*** Material for the task Section Begins ***
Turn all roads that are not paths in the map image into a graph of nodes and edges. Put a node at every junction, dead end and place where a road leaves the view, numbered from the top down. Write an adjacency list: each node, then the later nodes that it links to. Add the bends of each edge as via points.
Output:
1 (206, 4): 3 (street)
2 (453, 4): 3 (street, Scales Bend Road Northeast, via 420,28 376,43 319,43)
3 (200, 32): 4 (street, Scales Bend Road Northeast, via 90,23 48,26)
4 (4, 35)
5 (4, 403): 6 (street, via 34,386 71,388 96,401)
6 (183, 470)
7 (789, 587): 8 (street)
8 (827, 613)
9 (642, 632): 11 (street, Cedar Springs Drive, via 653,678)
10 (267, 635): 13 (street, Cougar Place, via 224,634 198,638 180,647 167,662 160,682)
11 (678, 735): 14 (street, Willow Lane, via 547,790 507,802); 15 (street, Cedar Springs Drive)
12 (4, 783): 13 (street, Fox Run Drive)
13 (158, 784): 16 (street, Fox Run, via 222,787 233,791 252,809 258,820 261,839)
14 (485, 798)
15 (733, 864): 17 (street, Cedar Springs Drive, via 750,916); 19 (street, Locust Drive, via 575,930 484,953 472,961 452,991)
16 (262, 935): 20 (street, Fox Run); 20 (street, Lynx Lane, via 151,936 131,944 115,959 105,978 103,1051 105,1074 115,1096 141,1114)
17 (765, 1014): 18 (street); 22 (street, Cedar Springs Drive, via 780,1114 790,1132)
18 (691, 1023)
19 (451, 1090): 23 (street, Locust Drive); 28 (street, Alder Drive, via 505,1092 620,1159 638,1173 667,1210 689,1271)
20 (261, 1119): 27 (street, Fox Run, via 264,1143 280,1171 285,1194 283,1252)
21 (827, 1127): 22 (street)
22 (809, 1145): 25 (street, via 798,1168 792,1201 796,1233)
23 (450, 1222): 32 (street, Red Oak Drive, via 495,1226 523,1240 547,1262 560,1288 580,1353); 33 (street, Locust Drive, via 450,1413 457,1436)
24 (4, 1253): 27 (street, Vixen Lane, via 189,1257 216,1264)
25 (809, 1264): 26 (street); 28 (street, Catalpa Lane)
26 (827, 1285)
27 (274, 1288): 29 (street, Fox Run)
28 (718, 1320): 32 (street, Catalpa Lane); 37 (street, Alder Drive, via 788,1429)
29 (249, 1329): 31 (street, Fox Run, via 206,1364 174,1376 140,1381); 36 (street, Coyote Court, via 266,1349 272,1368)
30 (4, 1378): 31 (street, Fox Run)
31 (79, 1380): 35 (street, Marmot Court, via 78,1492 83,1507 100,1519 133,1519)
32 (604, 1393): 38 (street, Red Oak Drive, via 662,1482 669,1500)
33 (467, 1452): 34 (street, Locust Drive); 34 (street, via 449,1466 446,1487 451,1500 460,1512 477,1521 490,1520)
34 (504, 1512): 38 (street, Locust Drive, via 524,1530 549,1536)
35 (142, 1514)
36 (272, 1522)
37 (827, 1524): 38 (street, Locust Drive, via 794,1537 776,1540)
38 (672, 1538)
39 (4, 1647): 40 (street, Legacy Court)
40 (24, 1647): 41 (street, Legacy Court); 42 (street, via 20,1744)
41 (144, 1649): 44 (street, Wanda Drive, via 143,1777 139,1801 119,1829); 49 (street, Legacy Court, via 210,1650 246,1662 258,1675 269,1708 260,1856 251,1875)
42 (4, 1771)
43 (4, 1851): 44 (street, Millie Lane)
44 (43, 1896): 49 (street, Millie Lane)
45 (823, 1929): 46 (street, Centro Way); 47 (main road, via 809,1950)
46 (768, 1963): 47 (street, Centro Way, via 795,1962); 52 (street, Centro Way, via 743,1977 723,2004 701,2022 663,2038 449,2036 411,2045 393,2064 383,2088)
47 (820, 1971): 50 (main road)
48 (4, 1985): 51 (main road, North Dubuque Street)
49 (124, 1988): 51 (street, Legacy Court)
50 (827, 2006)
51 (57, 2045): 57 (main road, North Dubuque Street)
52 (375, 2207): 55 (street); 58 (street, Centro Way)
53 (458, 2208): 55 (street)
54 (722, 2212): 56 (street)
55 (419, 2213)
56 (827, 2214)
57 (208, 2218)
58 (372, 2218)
*** Material for the task Section Ends ***
What is required. Reproduce every entry above. Make each line identical to the original.

Reply to the exercise.
Turn all roads that are not paths in the map image into a graph of nodes and edges. Put a node at every junction, dead end and place where a road leaves the view, numbered from the top down. Write an adjacency list: each node, then the later nodes that it links to. Add the bends of each edge as via points.
Output:
1 (206, 4): 3 (street)
2 (453, 4): 3 (street, Scales Bend Road Northeast, via 420,28 376,43 319,43)
3 (200, 32): 4 (street, Scales Bend Road Northeast, via 90,23 48,26)
4 (4, 35)
5 (4, 403): 6 (street, via 34,386 71,388 96,401)
6 (183, 470)
7 (789, 587): 8 (street)
8 (827, 613)
9 (642, 632): 11 (street, Cedar Springs Drive, via 653,678)
10 (267, 635): 13 (street, Cougar Place, via 224,634 198,638 180,647 167,662 160,682)
11 (678, 735): 14 (street, Willow Lane, via 547,790 507,802); 15 (street, Cedar Springs Drive)
12 (4, 783): 13 (street, Fox Run Drive)
13 (158, 784): 16 (street, Fox Run, via 222,787 233,791 252,809 258,820 261,839)
14 (485, 798)
15 (733, 864): 17 (street, Cedar Springs Drive, via 750,916); 19 (street, Locust Drive, via 575,930 484,953 472,961 452,991)
16 (262, 935): 20 (street, Fox Run); 20 (street, Lynx Lane, via 151,936 131,944 115,959 105,978 103,1051 105,1074 115,1096 141,1114)
17 (765, 1014): 18 (street); 22 (street, Cedar Springs Drive, via 780,1114 790,1132)
18 (691, 1023)
19 (451, 1090): 23 (street, Locust Drive); 28 (street, Alder Drive, via 505,1092 620,1159 638,1173 667,1210 689,1271)
20 (261, 1119): 27 (street, Fox Run, via 264,1143 280,1171 285,1194 283,1252)
21 (827, 1127): 22 (street)
22 (809, 1145): 25 (street, via 798,1168 792,1201 796,1233)
23 (450, 1222): 32 (street, Red Oak Drive, via 495,1226 523,1240 547,1262 560,1288 580,1353); 33 (street, Locust Drive, via 450,1413 457,1436)
24 (4, 1253): 27 (street, Vixen Lane, via 189,1257 216,1264)
25 (809, 1264): 26 (street); 28 (street, Catalpa Lane)
26 (827, 1285)
27 (274, 1288): 29 (street, Fox Run)
28 (718, 1320): 32 (street, Catalpa Lane); 37 (street, Alder Drive, via 788,1429)
29 (249, 1329): 31 (street, Fox Run, via 206,1364 174,1376 140,1381); 36 (street, Coyote Court, via 266,1349 272,1368)
30 (4, 1378): 31 (street, Fox Run)
31 (79, 1380): 35 (street, Marmot Court, via 78,1492 83,1507 100,1519 133,1519)
32 (604, 1393): 38 (street, Red Oak Drive, via 662,1482 669,1500)
33 (467, 1452): 34 (street, Locust Drive); 34 (street, via 449,1466 446,1487 451,1500 460,1512 477,1521 490,1520)
34 (504, 1512): 38 (street, Locust Drive, via 524,1530 549,1536)
35 (142, 1514)
36 (272, 1522)
37 (827, 1524): 38 (street, Locust Drive, via 794,1537 776,1540)
38 (672, 1538)
39 (4, 1647): 40 (street, Legacy Court)
40 (24, 1647): 41 (street, Legacy Court); 42 (street, via 20,1744)
41 (144, 1649): 44 (street, Wanda Drive, via 143,1777 139,1801 119,1829); 49 (street, Legacy Court, via 210,1650 246,1662 258,1675 269,1708 260,1856 251,1875)
42 (4, 1771)
43 (4, 1851): 44 (street, Millie Lane)
44 (43, 1896): 49 (street, Millie Lane)
45 (823, 1929): 46 (street, Centro Way); 47 (main road, via 809,1950)
46 (768, 1963): 47 (street, Centro Way, via 795,1962); 52 (street, Centro Way, via 743,1977 723,2004 701,2022 663,2038 449,2036 411,2045 393,2064 383,2088)
47 (820, 1971): 50 (main road)
48 (4, 1985): 51 (main road, North Dubuque Street)
49 (124, 1988): 51 (street, Legacy Court)
50 (827, 2006)
51 (57, 2045): 57 (main road, North Dubuque Street)
52 (375, 2207): 55 (street); 58 (street, Centro Way)
53 (458, 2208): 55 (street)
54 (722, 2212): 56 (street)
55 (419, 2213)
56 (827, 2214)
57 (208, 2218)
58 (372, 2218)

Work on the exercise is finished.